» **Records for processing**:

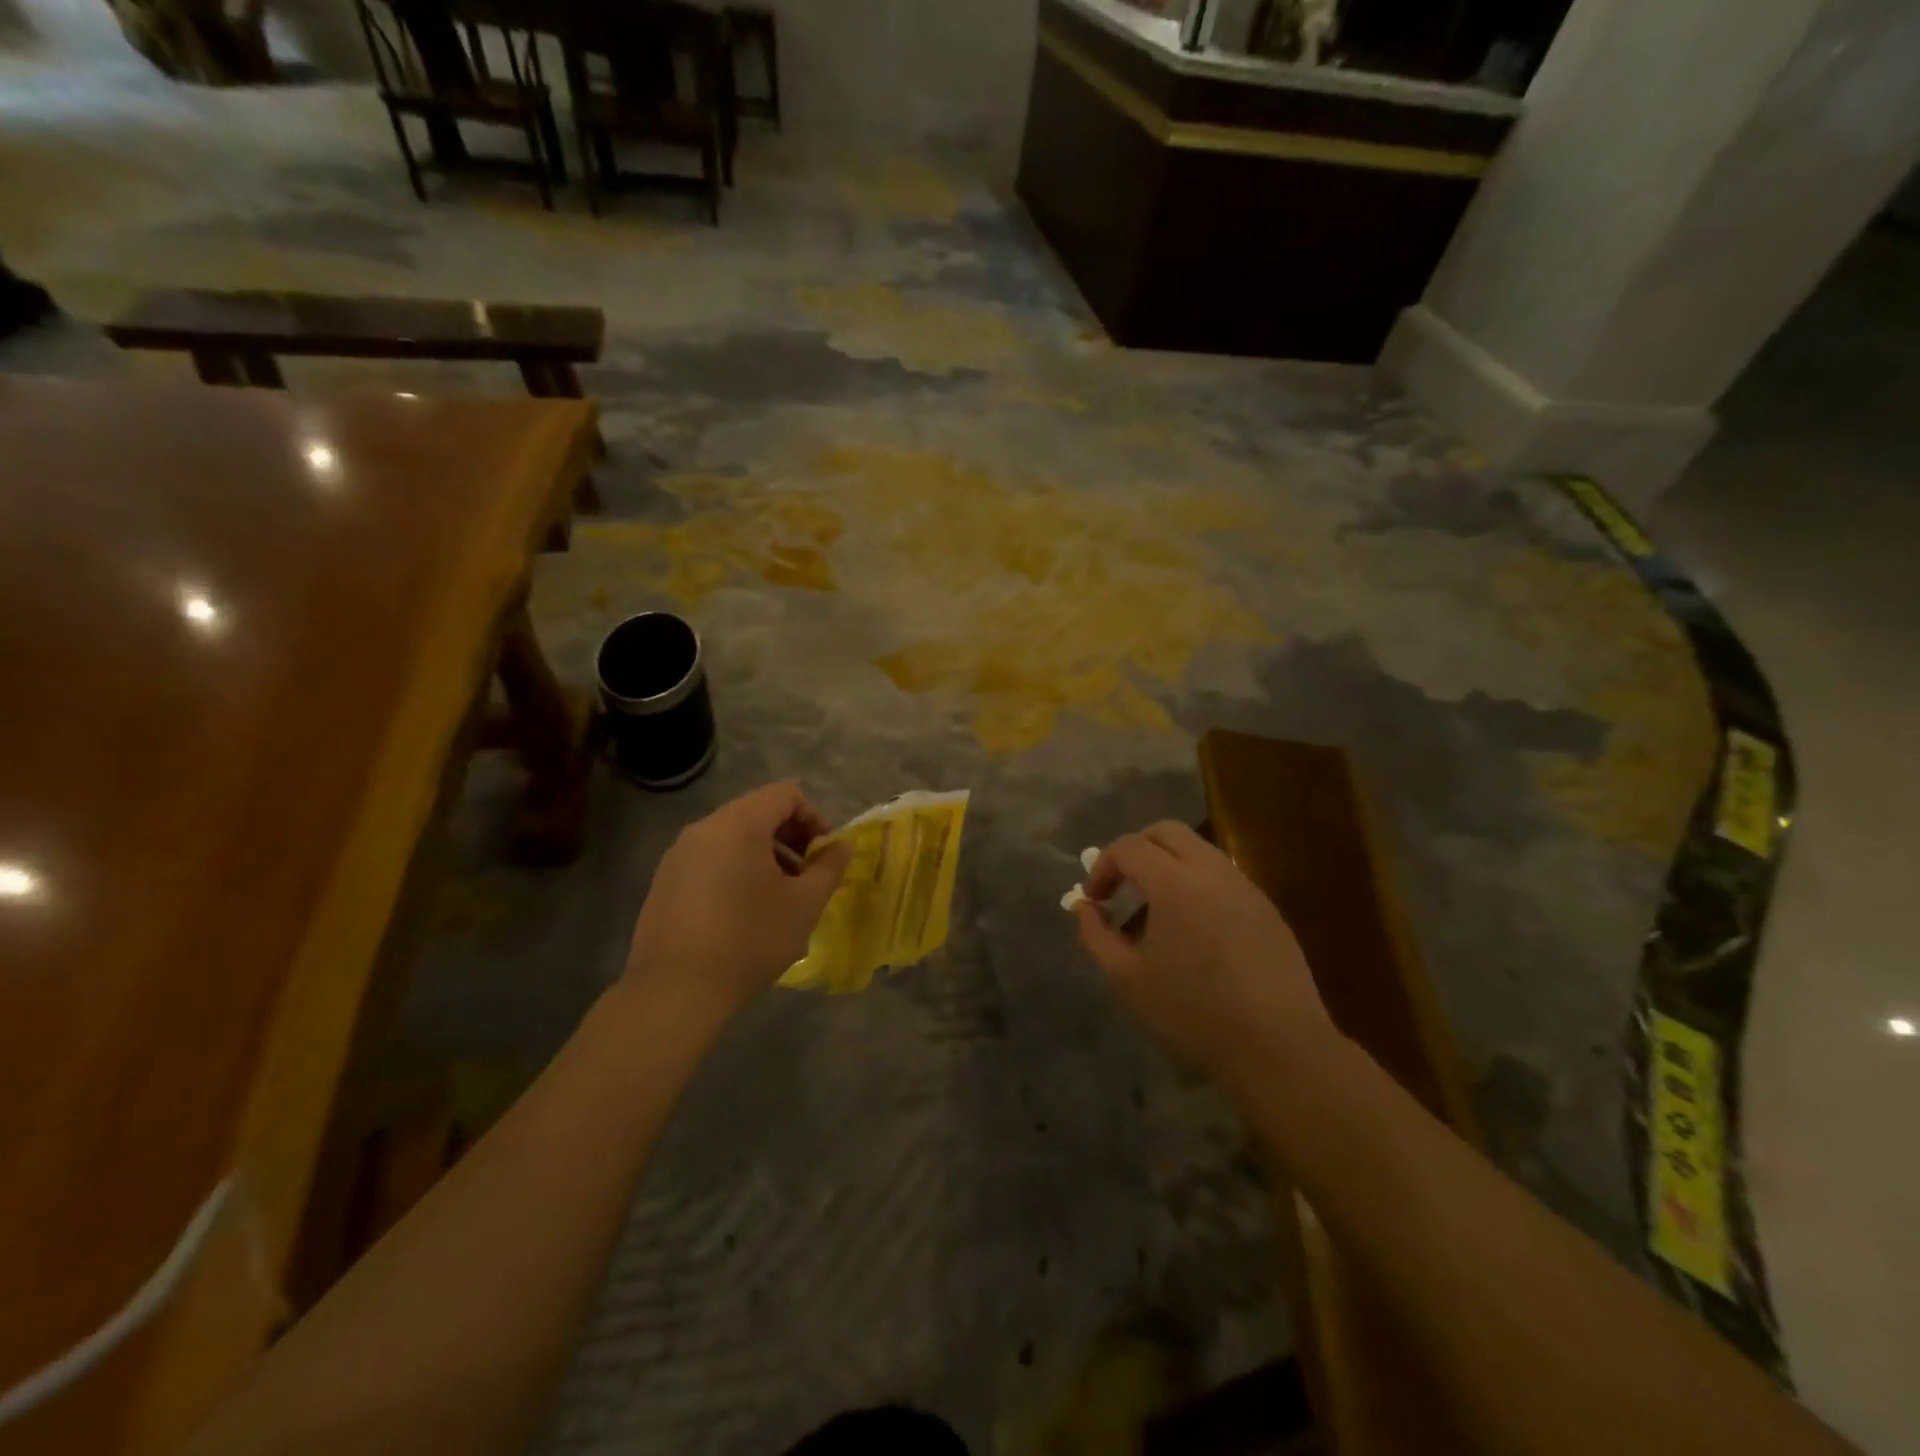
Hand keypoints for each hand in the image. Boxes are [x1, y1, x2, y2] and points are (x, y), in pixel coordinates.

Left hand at [624, 782, 851, 1021]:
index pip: (785, 794)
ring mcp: (679, 855)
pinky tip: (744, 914)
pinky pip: (710, 860)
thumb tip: (842, 846)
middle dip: (791, 838)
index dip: (814, 817)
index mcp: (739, 824)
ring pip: (733, 838)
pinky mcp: (665, 882)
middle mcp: (704, 828)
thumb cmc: (750, 939)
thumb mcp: (804, 904)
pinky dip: (736, 871)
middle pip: (757, 812)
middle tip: (807, 876)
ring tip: (779, 897)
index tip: (824, 854)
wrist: (676, 991)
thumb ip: (829, 867)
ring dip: (765, 856)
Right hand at [1075, 821, 1333, 1088]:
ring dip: (1169, 867)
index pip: (1129, 847)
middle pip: (1167, 832)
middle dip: (1136, 851)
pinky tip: (1193, 932)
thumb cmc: (1193, 1011)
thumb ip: (1095, 934)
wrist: (1278, 1045)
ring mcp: (1245, 887)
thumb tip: (1085, 908)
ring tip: (1155, 913)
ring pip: (1198, 851)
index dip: (1103, 867)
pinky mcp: (1267, 908)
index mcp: (1175, 881)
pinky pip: (1222, 878)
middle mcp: (1212, 871)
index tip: (1094, 900)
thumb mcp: (1127, 978)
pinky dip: (1197, 886)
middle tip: (1122, 888)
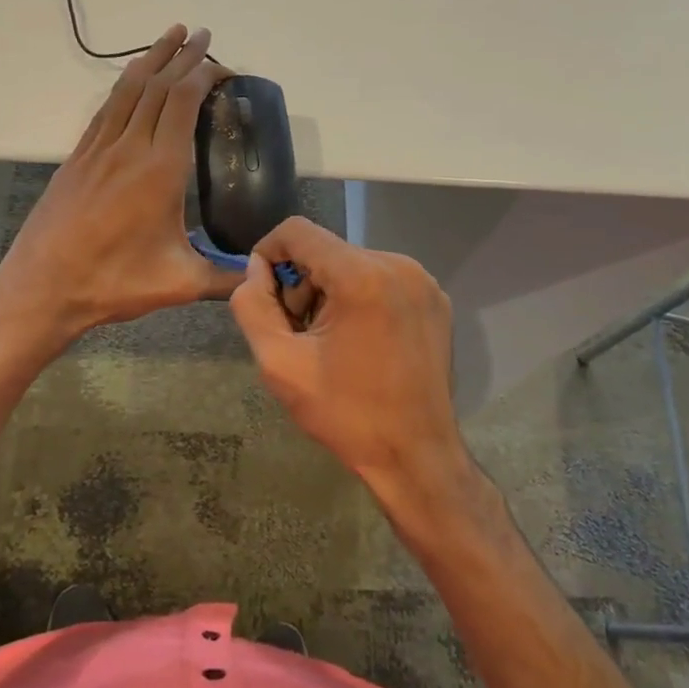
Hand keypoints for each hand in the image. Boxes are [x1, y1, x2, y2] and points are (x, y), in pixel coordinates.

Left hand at [0, 25, 241, 343]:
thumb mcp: (179, 284)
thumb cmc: (113, 282)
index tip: (224, 66)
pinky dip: (124, 86)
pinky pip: (105, 110)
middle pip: (157, 86)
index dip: (204, 75)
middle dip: (182, 56)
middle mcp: (128, 147)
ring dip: (151, 58)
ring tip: (169, 36)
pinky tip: (130, 82)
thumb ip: (226, 279)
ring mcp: (98, 150)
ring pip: (127, 90)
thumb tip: (260, 277)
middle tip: (202, 34)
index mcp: (159, 169)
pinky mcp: (77, 159)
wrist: (41, 287)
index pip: (183, 102)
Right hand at [229, 216, 471, 513]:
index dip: (269, 253)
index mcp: (361, 276)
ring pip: (353, 263)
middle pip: (326, 249)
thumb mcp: (279, 364)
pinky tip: (360, 341)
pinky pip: (381, 278)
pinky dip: (359, 298)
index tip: (263, 293)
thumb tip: (256, 270)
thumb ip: (253, 306)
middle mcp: (397, 265)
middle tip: (298, 332)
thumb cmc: (345, 413)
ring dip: (329, 292)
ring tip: (330, 341)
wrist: (416, 455)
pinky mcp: (435, 298)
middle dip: (301, 283)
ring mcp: (423, 281)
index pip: (298, 231)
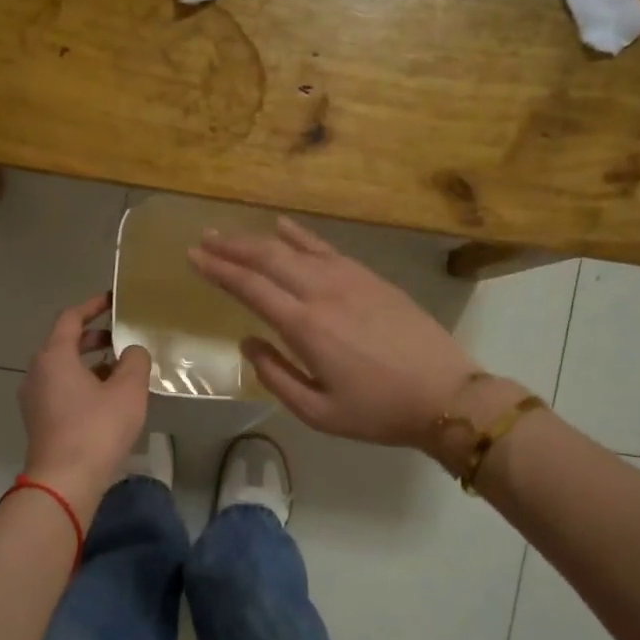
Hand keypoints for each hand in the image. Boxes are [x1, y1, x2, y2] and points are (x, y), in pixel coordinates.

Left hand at [18, 293, 150, 516]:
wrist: (65, 480)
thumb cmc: (96, 429)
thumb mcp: (128, 390)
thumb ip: (135, 361)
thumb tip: (132, 352)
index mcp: (54, 356)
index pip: (70, 318)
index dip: (93, 306)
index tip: (113, 301)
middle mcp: (37, 371)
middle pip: (65, 343)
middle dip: (94, 337)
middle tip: (122, 338)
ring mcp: (34, 397)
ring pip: (63, 368)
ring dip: (90, 363)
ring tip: (120, 370)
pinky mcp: (39, 419)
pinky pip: (61, 389)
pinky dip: (82, 383)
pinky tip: (107, 398)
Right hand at [188, 218, 497, 450]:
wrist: (446, 395)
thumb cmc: (378, 411)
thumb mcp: (318, 412)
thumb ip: (276, 376)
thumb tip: (248, 342)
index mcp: (306, 327)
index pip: (251, 288)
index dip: (219, 270)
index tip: (192, 256)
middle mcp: (324, 292)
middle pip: (268, 258)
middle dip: (231, 247)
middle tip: (203, 240)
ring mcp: (351, 280)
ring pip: (295, 248)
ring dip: (259, 239)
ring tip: (231, 235)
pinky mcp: (371, 278)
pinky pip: (327, 248)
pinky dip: (301, 236)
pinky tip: (283, 227)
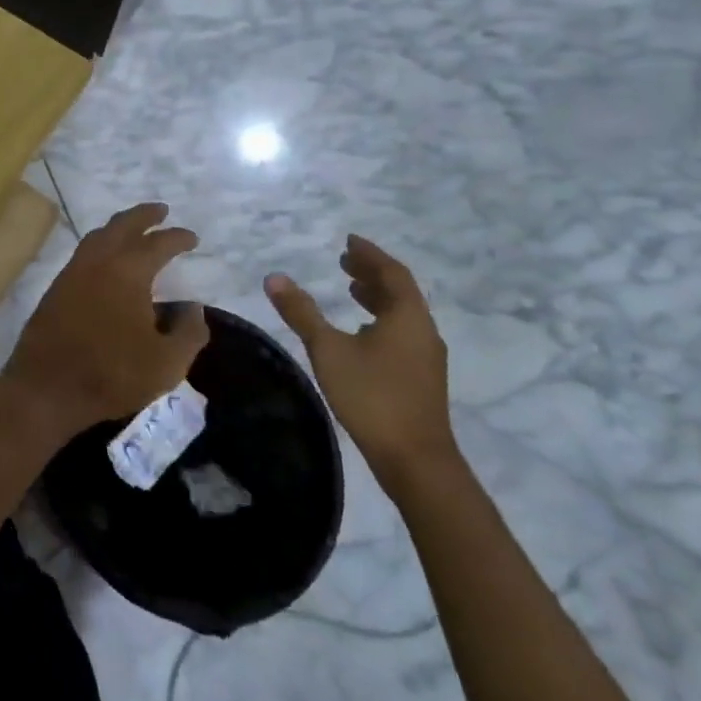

» **Required work**: Reproduce the listing above exactly from the line containing "pinky mcp: (1267, 908)" up to and including the line containing "index pip: (183, 102)", omitting any images and everything outside those lines.

» **Solution for this problem**:
pinky mcp: (1267, 908)
index mcp: (1175, 881)
pinky pip: (1222, 878)
middle mcp: (1212, 871)
index tip: (1094, 900)
thumb mcp: (1127, 978)
pinky dip: (1197, 886)
middle tip: (1122, 888)
Hand keypoints for each hand in the image. Boxes are [x1, y1, x2, y2] and points are (x, y), in pixel coordinates.

Left hand at [0, 25, 241, 343]:
thumb mcp: (179, 284)
thumb cmc: (113, 282)
index tip: (224, 66)
pinky dip: (124, 86)
pinky pip: (105, 110)
middle pip: (157, 86)
index dip: (204, 75)
middle dip: (182, 56)
middle mcp: (128, 147)
ring dip: (151, 58)
ring tip: (169, 36)
pinky tip: (130, 82)
thumb ip: (226, 279)
ring mcp: (98, 150)
ring pip: (127, 90)
thumb tip: (260, 277)
middle tip: (202, 34)
index mcp: (159, 169)
pinky mcp: (77, 159)
wrist: (41, 287)
index pip: (183, 102)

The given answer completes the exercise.